WDS hangs in IRP_MJ_LOCK_CONTROL of legacy filter driver

Hi,

I am maintaining one legacy file system filter driver.
I have installed it on W2K8 R2 with WDS (Windows Deployment Service). When I try to create an install image in WDS, the application hangs forever.
Please note that this driver is deployed on all the possible windows OSes starting from Windows NT to W2K8 R2. This driver runs only on servers (windows 2K server, 2k3 server, 2k8 servers etc.).
I debugged and found that in the file system filter driver it hangs in the dispatcher function of IRP_MJ_LOCK_CONTROL. The algorithm of dispatcher of IRP_MJ_LOCK_CONTROL is like
A. Check the minor code to find out whether it is lock or unlock.
B. If it is lock, pass the irp to lower driver in the stack, with completion routine.
C. In the completion routine, if success, create new irp to unlock, previously allocated byte range.
D. Pass it to the lower driver with completion routine.
E. If unlock successful, notify the completion of lock, which in turn notify the main dispatcher waiting for event.
F. In the main dispatcher, regardless of the error condition, filter driver creates a lock structure and using FltProcessLock, implement the lock on file itself.
G. Complete the request.
H. If minor code is unlock. Without passing down to lower driver stack, process it using FltProcessLock.
I. Complete the irp.
So, when I try to create install image using WDS following steps occurs.

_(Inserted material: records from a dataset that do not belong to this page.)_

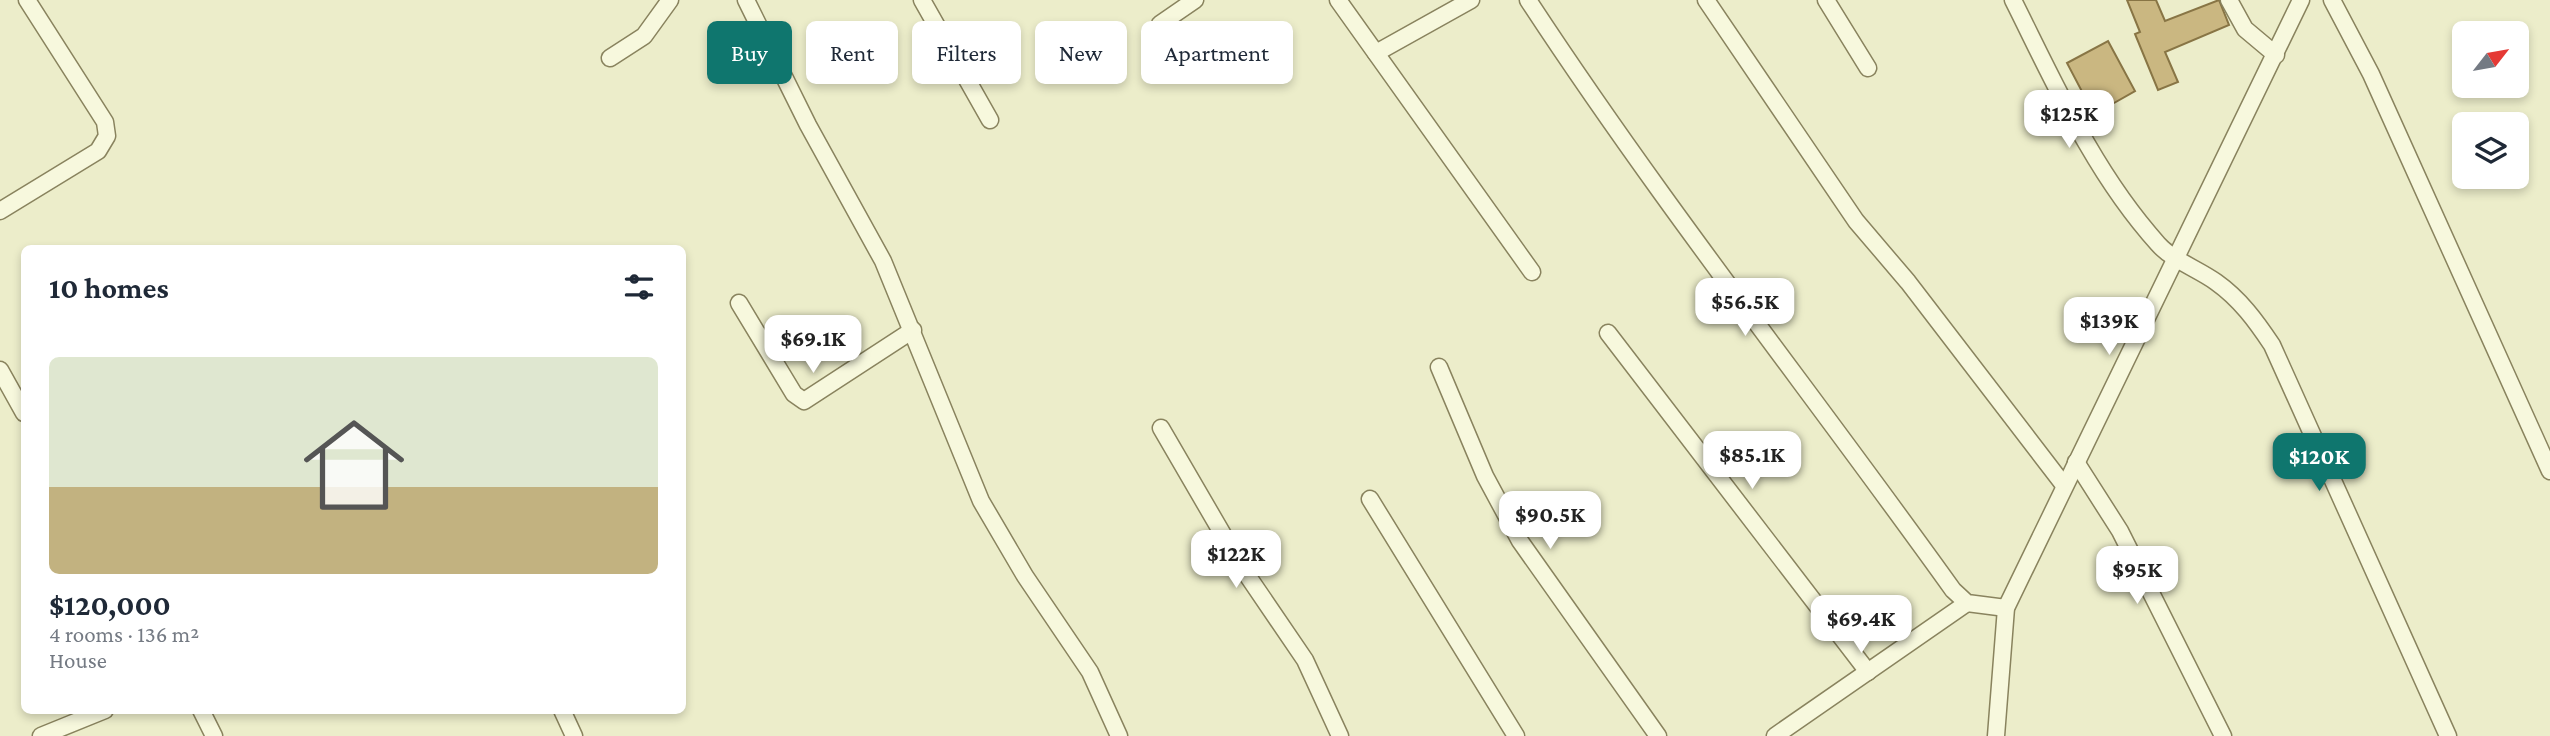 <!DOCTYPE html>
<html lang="en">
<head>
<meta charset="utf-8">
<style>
	:root { --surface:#fff; --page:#f6f6f7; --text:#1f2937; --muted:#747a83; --line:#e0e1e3; --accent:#0f766e }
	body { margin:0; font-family:"Crimson Pro",serif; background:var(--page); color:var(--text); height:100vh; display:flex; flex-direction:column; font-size:26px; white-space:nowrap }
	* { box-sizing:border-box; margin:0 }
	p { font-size:23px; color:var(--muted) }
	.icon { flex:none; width:38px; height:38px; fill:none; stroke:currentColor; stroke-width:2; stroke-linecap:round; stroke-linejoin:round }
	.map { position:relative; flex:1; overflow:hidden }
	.details { position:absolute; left:21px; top:245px; width:665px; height:469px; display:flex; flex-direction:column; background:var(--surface); border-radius:10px; box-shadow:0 4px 10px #0003 }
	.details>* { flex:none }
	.top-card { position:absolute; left:707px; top:21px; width:665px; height:63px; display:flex; gap:14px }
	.needle { width:46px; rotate:59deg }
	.fabs { position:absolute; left:2452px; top:21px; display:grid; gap:14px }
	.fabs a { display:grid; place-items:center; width:77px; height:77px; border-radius:10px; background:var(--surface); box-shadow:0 4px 10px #0003; font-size:35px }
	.price { position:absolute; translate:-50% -60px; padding:0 16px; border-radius:14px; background:#fff; color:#222; font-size:23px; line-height:46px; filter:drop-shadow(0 2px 4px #0008) }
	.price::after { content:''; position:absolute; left:50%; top:42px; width:21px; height:16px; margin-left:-10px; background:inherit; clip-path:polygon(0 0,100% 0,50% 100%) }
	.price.selected { background:var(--accent); color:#fff }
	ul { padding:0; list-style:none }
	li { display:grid; align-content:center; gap:14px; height:371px; padding:0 28px }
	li+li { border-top:2px solid var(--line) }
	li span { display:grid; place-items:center; height:217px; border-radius:10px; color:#555 }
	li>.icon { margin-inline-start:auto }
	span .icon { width:126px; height:126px; fill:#fffc; stroke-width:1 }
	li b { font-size:30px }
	h2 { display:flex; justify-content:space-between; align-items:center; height:84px; padding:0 28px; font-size:30px }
	.tag { padding:0 24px; border-radius:10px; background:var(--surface); box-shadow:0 4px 10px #0003; font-size:24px; line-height:63px }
	.tag.selected { background:var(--accent); color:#fff }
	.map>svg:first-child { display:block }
	.building { fill:#cab781; stroke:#887545; stroke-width:2 }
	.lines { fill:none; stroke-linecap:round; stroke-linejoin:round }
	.minor-casing { stroke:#89835e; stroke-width:19 }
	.minor { stroke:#f7f8dd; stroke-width:16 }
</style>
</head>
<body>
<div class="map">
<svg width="2550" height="736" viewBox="0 0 2550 736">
	<rect width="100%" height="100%" fill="#ecedca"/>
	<!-- building -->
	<g class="building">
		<polygon points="2127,0 2156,0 2165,21 2219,0 2229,25 2165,52 2178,82 2158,90 2135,34 2140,32"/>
		<polygon points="2108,41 2135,91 2107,107 2101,96 2088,103 2067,63"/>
	</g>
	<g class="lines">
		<!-- minor casing -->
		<g class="minor-casing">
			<g id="minor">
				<polyline points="746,0 808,125 883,261 981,501 1025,576 1090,672 1119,736"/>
				<polyline points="922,0 990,120"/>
				<polyline points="1338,0 1532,272"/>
				<path d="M1528 0C1661 203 1812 393 1953 590L1967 603 2006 608"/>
				<polyline points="1706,0 1856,221 1908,282 2063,484"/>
				<polyline points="1826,0 1868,68"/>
				<path d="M2013 0C2055 84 2094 173 2158 244 2172 260 2198 269 2216 282 2240 299 2256 321 2272 345L2448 736"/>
				<polyline points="2229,0 2245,29 2276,55"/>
				<polyline points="2332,0 2371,74 2550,471"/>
				<polyline points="1160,24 1195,0"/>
				<polyline points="1376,53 1471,0"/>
				<polyline points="610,58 644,36 670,0"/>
				<polyline points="0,211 98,151 107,136 105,122 27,0"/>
				<polyline points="739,303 794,394 804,401 913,330"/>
				<polyline points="1608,333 1868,672"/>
				<polyline points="1439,367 1485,476 1520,541 1658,736"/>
				<polyline points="0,370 24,413"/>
				<polyline points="1161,428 1243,569 1305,660 1340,736"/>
				<polyline points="2076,462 2120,531 2223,736"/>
				<polyline points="1370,499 1516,736"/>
				<polyline points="201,710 214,736"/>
				<polyline points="562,710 574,736"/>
				<polyline points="41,736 105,710"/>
				<polyline points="1775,736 1967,603"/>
				<polyline points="1996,736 2006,608 2301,0"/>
			</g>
		</g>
		<!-- minor -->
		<use href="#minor" class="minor"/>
	</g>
</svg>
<div class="fabs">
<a><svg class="needle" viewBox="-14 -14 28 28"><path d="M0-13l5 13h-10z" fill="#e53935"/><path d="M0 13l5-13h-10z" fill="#747a83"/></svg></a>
<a><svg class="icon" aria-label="layers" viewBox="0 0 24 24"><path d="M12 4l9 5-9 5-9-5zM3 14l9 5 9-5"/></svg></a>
</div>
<b class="price" style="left:2069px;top:150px">$125K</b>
<b class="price" style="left:1745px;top:338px">$56.5K</b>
<b class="price" style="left:2109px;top:357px">$139K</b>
<b class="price" style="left:813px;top:375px">$69.1K</b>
<b class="price" style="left:1752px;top:491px">$85.1K</b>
<b class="price selected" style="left:2319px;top:493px">$120K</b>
<b class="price" style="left:1550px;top:551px">$90.5K</b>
<b class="price" style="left:1236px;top:590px">$122K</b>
<b class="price" style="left:2137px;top:606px">$95K</b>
<b class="price" style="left:1861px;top:655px">$69.4K</b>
<div class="top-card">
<a class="tag selected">Buy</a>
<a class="tag">Rent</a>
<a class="tag">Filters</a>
<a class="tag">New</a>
<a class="tag">Apartment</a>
</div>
<section class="details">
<h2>10 homes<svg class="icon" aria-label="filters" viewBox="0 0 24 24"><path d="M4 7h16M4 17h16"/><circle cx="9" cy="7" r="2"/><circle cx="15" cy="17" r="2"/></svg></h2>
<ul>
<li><span style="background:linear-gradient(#dfe7d0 60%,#c2b280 0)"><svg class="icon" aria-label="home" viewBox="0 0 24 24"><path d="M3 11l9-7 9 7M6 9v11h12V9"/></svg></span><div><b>$120,000</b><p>4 rooms · 136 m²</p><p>House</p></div></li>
</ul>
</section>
</div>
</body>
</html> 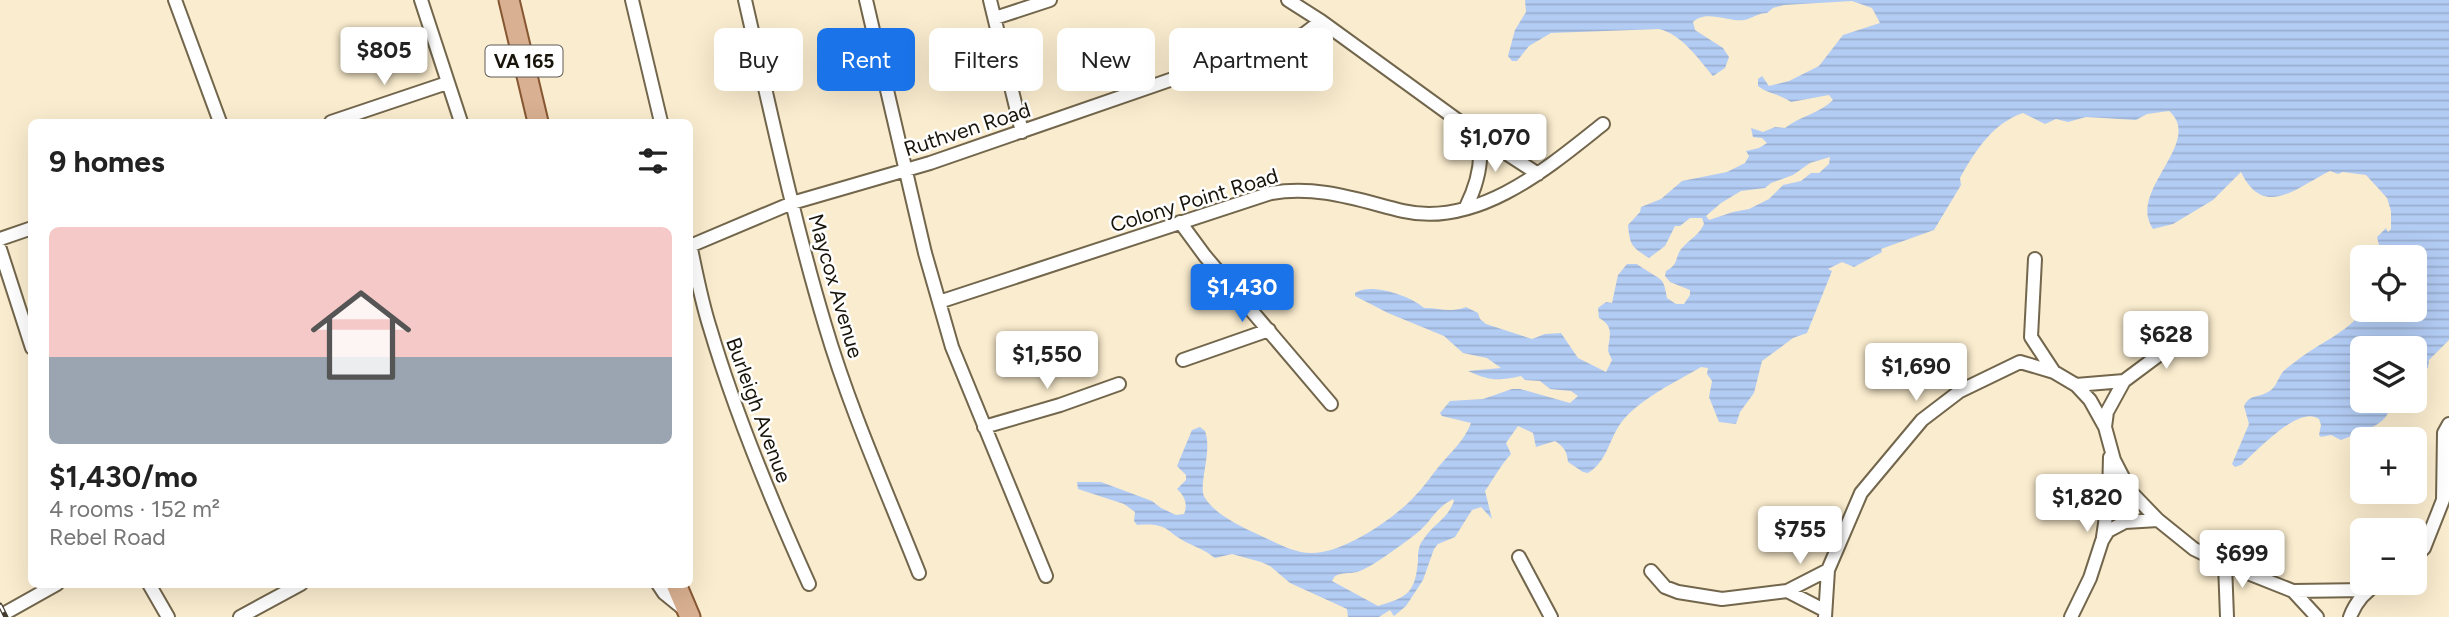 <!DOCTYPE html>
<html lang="en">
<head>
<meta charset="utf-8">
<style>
  :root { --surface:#fff; --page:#f6f6f6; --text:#222; --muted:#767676; --accent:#1a73e8 }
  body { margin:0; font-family:Figtree,sans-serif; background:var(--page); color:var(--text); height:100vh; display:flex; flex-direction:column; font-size:26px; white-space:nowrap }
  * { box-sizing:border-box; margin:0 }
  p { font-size:23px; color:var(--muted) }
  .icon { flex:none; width:38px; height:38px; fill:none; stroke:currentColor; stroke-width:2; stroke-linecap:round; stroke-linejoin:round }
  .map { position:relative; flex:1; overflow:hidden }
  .details { position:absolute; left:28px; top:119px; width:665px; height:469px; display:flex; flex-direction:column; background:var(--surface); border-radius:10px; box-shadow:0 7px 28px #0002 }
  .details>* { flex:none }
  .banner { position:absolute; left:714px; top:28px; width:665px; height:63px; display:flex; gap:14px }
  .controls { position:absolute; left:2350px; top:245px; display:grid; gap:14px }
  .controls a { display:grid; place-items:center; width:77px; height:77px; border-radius:10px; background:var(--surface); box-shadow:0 7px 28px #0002; font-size:35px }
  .price { position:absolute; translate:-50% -60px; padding:0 16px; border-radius:7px; background:#fff; color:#222; font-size:23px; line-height:46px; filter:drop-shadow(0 2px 4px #0008) }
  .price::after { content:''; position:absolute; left:50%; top:42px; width:21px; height:16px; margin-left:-10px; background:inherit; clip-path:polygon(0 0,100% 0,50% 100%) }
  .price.active { background:var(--accent); color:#fff }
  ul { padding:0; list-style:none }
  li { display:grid; align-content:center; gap:14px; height:371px; padding:0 21px }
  li span { display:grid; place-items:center; height:217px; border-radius:10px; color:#555 }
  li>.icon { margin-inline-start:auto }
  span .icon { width:126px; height:126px; fill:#fffc; stroke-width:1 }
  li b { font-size:30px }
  h2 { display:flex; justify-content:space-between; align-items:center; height:84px; padding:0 21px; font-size:30px }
  .chip { padding:0 24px; border-radius:10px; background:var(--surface); box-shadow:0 7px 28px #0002; font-size:24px; line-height:63px }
  .chip.active { background:var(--accent); color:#fff }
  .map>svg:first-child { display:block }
  .water { fill:url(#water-rules); fill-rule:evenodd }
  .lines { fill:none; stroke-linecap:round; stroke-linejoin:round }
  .minor-casing { stroke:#72664c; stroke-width:16 }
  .primary-casing { stroke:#865732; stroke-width:23 }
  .minor { stroke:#fff; stroke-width:12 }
  .primary { stroke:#d9b091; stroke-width:19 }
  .rail-casing { stroke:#423b2e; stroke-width:5 }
  .rail { stroke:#fff; stroke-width:2.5; stroke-dasharray:8; stroke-linecap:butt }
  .labels { text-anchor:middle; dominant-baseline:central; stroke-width:5; stroke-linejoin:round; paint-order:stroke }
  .shield { fill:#fff; stroke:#5e5a54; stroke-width:2 }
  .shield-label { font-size:19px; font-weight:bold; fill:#19140a }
  .street-label { font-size:21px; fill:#19140a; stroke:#fff }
</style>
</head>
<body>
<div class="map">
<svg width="2449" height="617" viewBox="0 0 2449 617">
  <defs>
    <pattern id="water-rules" width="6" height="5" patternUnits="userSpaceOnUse" patternTransform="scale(1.75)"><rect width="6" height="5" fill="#b3ccf4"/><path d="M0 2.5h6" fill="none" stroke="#99aed0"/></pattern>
  </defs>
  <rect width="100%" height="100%" fill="#faecce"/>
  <!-- water -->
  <path class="water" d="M1525,0H2449V340L2429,360L2428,368L2415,370V348H2362V401H2390C2393,425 2359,432 2341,440L2331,435L2321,437L2319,435L2321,425L2319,419C2299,404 2256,452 2241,465L2235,467L2232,464L2249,424L2244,406C2250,394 2257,398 2266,393C2276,389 2277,380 2282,373C2285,369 2291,365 2295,362C2317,344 2347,333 2364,310H2415V257H2382L2377,237L2386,228L2388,232L2391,229V211L2387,198L2378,188L2366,175L2343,172L2338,174L2330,171C2297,187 2264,220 2241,172L2213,200L2173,224L2153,229C2126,191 2205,142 2169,111L2147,114L2136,120L2086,117L2068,122L2056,119L2045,124L2023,113C1993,123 1975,151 1960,178L1961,185L1934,230L1881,249L1882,252L1854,267L1842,262L1828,269L1832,271L1807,333L1793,338L1762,361L1754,393L1740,412L1736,424L1719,422L1709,397L1712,381L1707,374L1708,368L1701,367C1674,383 1645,396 1624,419C1609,436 1609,460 1588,473L1583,472L1568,462C1567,451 1564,447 1555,441L1536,447L1533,433L1518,426L1506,443L1511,454C1501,465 1494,478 1485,491L1492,519L1481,507L1472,510L1455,537L1438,544L1434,549L1423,580L1406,606L1394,616L1390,610L1379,617H1348L1347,609L1290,583L1270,566L1261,562L1232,554L1215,558C1203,549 1202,550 1190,544C1165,533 1171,522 1137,525L1134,521L1135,512L1124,504L1078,489L1077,482H1101L1152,501L1161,508L1176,515L1184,514C1188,505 1185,496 1177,489L1186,480V475L1177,466L1192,430L1200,427L1205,431C1213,452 1197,487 1205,498C1216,515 1240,526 1257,534C1278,543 1298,557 1322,552C1351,547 1393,519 1413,498C1423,488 1431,476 1440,465C1452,451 1464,441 1471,423L1442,416L1440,413L1450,401L1483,399L1512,389H1520L1570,403L1578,396L1571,391L1550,389L1540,381L1525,380L1521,376C1497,381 1490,381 1468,371L1501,368L1487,358L1463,353L1444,336L1388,313L1355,296V293C1370,282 1411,296 1424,308C1440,308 1451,313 1466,307L1478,313L1480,319L1486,324L1532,339L1545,334L1561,333L1578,358L1606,372L1612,360L1608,351C1609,336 1615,327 1599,318L1598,308L1606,302L1612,303L1618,275L1627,264H1637C1643,269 1659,277 1662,281C1665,285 1666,293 1667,298L1676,304H1684L1690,295V290L1670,282L1665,276L1666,271C1680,264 1674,256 1683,247C1691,238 1698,236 1704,224L1702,218H1690L1680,226H1675L1665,246L1649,258C1632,247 1630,246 1628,225L1640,212L1641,207L1661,199L1682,181L1727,172L1745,163L1749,156L1746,151L1759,148L1767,143L1762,138L1753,137L1751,128L1763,132L1775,127L1785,128C1800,116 1819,114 1833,100L1829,95L1791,102C1780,94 1768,94 1758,86V79L1762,76L1769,86L1789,81L1819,66L1843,35L1880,23L1872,8L1852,1L1784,5L1773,8L1767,13C1758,13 1753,18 1744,20C1728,22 1706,9 1693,22L1695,30L1723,48L1729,57L1725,68L1713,76C1698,59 1683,35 1659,29L1551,33L1529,46L1517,61H1512L1508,56L1515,30L1526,12ZM1830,157L1829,164L1819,173H1811L1801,181L1783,185L1769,199L1749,209L1733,212L1709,220L1706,216L1721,203L1741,191L1765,188L1771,183L1793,175L1810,163ZM1453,499L1454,501C1447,520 1433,524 1423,540C1418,546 1418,554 1418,561C1415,593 1408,597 1378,606L1332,581L1335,576C1343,572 1349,574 1357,572C1368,570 1407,541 1417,533C1432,521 1434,509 1453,499Z"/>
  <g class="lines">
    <defs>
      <path id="minor" d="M175,0L220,122
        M421,0L461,122
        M632,0L661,122
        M745,0C770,109 793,218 825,325C850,410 887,492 919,573
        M866,0L925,253L952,347L1046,576
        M990,0L1022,132
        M1288,0L1321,21
        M995,18L1050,0
        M331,122L447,83
        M1466,207C1477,185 1484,160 1478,135
        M1180,222L1205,256L1331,404
        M0,239L32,228
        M690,244C696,272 701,300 710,328C736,416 771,500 809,584
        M690,246L792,203L930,163L1193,72L1274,48L1304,34L1321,21L1478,135L1538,174
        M0,249L32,348
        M2035,259L2031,337L2054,372
        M939,302L1271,193C1318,185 1358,200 1403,211C1478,228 1549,167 1603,124
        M1183,360L1269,330
        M2076,385L2124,381
        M984,427L1060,405L1119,384
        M2105,427L2107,412L2124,381L2187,334
        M2103,537L2109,496L2110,457
        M1519,557L1551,617
        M2415,557L2424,548L2443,500L2444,433L2449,424
        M2225,564L2227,617
        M1651,571L1665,587L1678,592L1722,599L1787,591L1824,610
        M149,584L168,617
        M658,584L664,593L685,610
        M1787,591L1828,570
        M2293,591L2317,617
        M0,616L57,584
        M240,617L301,584
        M1825,617L1828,570L1861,493L1922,420L1960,391L2020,362L2054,372L2076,385L2090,400L2105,427L2114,460L2130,491L2158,520L2194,549L2225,564L2293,591L2367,590
        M2071,617L2090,578L2102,541L2108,531L2125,522L2158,520
        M2350,617C2356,601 2365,591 2379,583"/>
      <path id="primary" d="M509,0L538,122
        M676,584L690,617"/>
    </defs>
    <!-- minor casing -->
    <use href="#minor" class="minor-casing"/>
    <!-- primary casing -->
    <use href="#primary" class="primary-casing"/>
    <!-- minor -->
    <use href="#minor" class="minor"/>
    <!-- primary -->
    <use href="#primary" class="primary"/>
    <defs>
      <path id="rail" d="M0,605L6,617"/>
    </defs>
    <!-- rail casing -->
    <use href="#rail" class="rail-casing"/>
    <!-- rail -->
    <use href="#rail" class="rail"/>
  </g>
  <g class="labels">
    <!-- shield labels -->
    <rect class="shield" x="485.5" y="45.5" width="77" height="31" rx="5"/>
    <g class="shield-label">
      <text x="524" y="61">VA 165</text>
    </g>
    <!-- street labels -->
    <g class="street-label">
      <text transform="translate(967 129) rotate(-18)">Ruthven Road</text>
      <text transform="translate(1194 200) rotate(-17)">Colony Point Road</text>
      <text transform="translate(836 286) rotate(74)">Maycox Avenue</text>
      <text transform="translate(759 410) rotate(70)">Burleigh Avenue</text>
    </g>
  </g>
</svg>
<div class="controls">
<a><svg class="icon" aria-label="locate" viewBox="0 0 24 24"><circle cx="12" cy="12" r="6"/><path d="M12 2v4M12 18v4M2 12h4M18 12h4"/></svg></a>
<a><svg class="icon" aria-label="layers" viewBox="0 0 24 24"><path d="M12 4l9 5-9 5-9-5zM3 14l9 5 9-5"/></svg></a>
<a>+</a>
<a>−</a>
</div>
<b class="price" style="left:384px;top:87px">$805</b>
<b class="price" style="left:1495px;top:174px">$1,070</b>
<b class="price active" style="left:1242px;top:324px">$1,430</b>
<b class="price" style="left:2166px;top:371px">$628</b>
<b class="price" style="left:1047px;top:391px">$1,550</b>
<b class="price" style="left:1916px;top:403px">$1,690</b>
<b class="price" style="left:2087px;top:534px">$1,820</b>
<b class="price" style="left:1800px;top:566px">$755</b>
<b class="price" style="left:2242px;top:590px">$699</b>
<div class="banner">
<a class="chip">Buy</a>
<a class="chip active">Rent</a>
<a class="chip">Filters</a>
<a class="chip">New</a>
<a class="chip">Apartment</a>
</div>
<section class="details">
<h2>9 homes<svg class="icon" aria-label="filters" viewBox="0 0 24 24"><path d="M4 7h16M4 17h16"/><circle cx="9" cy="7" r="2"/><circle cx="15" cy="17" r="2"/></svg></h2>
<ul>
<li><span style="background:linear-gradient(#f6c9c9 60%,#9aa5b1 0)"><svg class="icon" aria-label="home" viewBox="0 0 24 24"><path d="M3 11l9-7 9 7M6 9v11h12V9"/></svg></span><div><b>$1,430/mo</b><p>4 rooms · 152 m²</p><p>Rebel Road</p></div></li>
</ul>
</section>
</div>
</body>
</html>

  1. Dispatcher of IRP_MJ_LOCK_CONTROL is called with lock as minor code.
  2. As described above, it passes the same irp to lower stack and on successful completion of it, it passes the new irp with the minor code unlock to lower driver stack.
  3. The lower driver stack fails unlock with STATUS_RANGE_NOT_LOCKED (0xC000007EL).
  4. Dispatcher ignores the error and implements the locking itself.
  5. Dispatcher gets unlock as minor code and process it successfully.
  6. Dispatcher gets lock as minor code, this time when dispatcher sends the same irp to lower driver with completion routine, completion routine never gets called.
  7. !irp shows that irp is being processed by Ntfs(current stack is ntfs).

The code path for IRP_MJ_LOCK_CONTROL is working fine, in all other scenarios.
I am able to find two workaround to solution.
a) Comment out the A-E in the dispatcher code and it works like charm.
b) Change the flag in the IO_STACK_LOCATION of next IO_STACK_LOCATION to fail request immediately. This also works perfectly fine.
Since I cannot execute the option a) (because it will affect the operation of the filter driver) mentioned above. And I am not sure is it right way to solve the problem with option b).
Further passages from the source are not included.